- Exercise brief -
From the records, pick out and copy each line containing "Oakey".

- Input data -
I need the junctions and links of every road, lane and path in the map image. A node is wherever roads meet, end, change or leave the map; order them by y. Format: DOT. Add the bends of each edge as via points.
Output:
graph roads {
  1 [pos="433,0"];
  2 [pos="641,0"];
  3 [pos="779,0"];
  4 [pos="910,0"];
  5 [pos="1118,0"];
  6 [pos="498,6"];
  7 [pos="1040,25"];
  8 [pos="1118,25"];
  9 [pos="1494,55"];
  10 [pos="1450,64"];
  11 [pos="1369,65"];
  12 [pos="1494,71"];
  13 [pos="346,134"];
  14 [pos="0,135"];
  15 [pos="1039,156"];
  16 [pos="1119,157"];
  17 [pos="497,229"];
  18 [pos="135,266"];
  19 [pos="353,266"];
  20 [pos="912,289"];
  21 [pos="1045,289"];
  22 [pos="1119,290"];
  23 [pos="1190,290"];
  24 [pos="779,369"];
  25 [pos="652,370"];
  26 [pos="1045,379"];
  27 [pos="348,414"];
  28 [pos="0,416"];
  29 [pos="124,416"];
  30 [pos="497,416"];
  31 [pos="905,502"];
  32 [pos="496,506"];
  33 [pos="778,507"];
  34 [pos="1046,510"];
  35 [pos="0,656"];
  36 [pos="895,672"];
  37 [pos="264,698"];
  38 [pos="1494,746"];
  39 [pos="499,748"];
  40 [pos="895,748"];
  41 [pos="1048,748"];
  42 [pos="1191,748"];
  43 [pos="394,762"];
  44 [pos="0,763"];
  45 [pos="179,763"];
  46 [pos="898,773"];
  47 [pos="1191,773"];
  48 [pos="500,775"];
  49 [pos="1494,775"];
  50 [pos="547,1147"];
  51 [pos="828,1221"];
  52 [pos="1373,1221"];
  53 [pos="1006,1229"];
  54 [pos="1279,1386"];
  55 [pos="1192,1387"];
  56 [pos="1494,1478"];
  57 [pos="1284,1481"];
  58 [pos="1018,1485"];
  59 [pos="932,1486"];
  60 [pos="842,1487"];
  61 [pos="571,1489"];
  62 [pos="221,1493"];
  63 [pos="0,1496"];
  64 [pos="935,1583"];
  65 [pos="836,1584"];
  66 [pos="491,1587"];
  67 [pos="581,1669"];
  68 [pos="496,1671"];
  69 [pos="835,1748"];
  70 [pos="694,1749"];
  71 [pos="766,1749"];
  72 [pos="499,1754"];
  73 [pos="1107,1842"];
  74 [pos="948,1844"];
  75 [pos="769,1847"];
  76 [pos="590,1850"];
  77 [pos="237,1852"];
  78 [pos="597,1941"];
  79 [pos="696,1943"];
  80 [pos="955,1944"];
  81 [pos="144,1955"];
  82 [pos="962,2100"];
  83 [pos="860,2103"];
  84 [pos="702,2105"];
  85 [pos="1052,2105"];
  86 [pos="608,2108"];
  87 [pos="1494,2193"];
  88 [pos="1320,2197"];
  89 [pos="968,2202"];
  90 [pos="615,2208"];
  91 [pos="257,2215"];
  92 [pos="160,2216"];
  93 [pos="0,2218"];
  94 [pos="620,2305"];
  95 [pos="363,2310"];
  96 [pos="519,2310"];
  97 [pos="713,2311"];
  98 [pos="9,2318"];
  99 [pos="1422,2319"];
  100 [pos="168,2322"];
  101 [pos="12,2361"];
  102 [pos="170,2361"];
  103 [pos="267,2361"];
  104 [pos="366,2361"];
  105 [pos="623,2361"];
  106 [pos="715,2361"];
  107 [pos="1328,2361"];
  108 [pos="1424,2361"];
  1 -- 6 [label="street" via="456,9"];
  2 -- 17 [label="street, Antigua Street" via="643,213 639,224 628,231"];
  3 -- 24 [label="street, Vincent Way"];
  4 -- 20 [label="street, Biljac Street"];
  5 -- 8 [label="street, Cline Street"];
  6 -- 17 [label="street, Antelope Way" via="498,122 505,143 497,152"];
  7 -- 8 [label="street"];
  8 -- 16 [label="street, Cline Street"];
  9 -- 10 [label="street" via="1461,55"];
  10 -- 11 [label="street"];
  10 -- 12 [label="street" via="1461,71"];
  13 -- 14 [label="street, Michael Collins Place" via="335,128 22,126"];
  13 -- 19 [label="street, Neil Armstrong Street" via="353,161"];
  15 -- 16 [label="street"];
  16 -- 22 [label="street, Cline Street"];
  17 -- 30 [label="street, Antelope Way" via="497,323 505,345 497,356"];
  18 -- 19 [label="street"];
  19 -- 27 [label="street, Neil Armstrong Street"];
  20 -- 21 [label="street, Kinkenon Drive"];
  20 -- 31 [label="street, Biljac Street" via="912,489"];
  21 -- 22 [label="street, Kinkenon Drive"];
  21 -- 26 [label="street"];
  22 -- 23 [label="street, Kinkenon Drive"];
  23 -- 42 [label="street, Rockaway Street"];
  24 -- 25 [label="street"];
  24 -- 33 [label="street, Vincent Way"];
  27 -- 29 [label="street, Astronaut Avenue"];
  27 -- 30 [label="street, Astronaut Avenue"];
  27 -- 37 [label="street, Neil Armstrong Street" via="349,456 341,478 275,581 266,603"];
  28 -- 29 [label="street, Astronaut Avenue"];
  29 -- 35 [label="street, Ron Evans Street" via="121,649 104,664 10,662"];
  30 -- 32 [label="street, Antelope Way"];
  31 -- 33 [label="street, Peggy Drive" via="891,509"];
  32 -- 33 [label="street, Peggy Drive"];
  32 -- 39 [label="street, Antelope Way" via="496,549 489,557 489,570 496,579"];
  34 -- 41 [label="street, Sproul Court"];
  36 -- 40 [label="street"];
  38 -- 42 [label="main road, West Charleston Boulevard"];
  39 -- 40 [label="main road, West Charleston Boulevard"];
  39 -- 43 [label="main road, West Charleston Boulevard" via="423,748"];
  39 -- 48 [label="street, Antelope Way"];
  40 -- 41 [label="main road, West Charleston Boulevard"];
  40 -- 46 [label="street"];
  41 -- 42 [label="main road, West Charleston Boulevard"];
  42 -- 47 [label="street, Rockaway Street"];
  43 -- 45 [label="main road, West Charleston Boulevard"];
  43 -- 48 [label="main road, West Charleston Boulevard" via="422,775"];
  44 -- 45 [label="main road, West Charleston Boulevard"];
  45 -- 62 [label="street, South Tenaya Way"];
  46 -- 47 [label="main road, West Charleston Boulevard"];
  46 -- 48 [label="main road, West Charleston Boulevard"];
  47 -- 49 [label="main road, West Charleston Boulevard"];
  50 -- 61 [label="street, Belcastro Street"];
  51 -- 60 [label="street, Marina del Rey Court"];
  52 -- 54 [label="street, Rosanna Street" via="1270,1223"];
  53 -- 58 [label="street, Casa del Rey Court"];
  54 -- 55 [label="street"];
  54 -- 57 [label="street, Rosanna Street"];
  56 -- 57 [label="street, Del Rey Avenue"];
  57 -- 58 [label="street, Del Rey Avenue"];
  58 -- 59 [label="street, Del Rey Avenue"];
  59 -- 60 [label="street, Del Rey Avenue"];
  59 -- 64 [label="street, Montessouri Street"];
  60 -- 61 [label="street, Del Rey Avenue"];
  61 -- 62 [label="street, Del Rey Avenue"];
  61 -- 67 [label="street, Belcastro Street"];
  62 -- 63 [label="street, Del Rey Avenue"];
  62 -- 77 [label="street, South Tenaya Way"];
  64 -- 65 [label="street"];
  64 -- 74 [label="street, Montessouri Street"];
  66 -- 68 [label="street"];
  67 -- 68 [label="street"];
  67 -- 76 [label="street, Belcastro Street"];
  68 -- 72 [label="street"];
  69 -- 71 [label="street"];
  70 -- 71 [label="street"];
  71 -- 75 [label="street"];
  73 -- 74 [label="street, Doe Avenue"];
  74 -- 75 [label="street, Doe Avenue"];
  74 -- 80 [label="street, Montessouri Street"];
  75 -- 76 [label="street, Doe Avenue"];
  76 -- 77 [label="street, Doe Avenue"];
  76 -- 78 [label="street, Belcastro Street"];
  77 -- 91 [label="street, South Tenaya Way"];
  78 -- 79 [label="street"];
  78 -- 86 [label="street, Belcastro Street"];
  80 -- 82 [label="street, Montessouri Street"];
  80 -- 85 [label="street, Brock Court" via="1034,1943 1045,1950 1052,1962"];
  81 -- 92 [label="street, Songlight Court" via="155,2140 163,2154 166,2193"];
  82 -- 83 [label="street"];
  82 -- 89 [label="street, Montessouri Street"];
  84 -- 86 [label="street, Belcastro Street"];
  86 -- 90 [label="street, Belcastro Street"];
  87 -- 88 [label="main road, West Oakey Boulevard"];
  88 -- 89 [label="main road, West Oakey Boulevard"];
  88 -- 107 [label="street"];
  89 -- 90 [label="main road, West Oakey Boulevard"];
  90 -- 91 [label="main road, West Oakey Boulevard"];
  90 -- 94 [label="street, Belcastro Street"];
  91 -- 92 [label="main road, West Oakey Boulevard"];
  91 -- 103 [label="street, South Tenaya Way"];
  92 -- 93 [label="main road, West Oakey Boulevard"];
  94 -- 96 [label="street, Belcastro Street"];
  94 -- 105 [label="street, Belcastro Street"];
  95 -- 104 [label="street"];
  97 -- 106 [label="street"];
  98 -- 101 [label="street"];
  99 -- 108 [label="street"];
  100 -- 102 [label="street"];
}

- Response to this exercise -
  87 -- 88 [label="main road, West Oakey Boulevard"];
  88 -- 89 [label="main road, West Oakey Boulevard"];
  89 -- 90 [label="main road, West Oakey Boulevard"];
  90 -- 91 [label="main road, West Oakey Boulevard"];
  91 -- 92 [label="main road, West Oakey Boulevard"];
  92 -- 93 [label="main road, West Oakey Boulevard"];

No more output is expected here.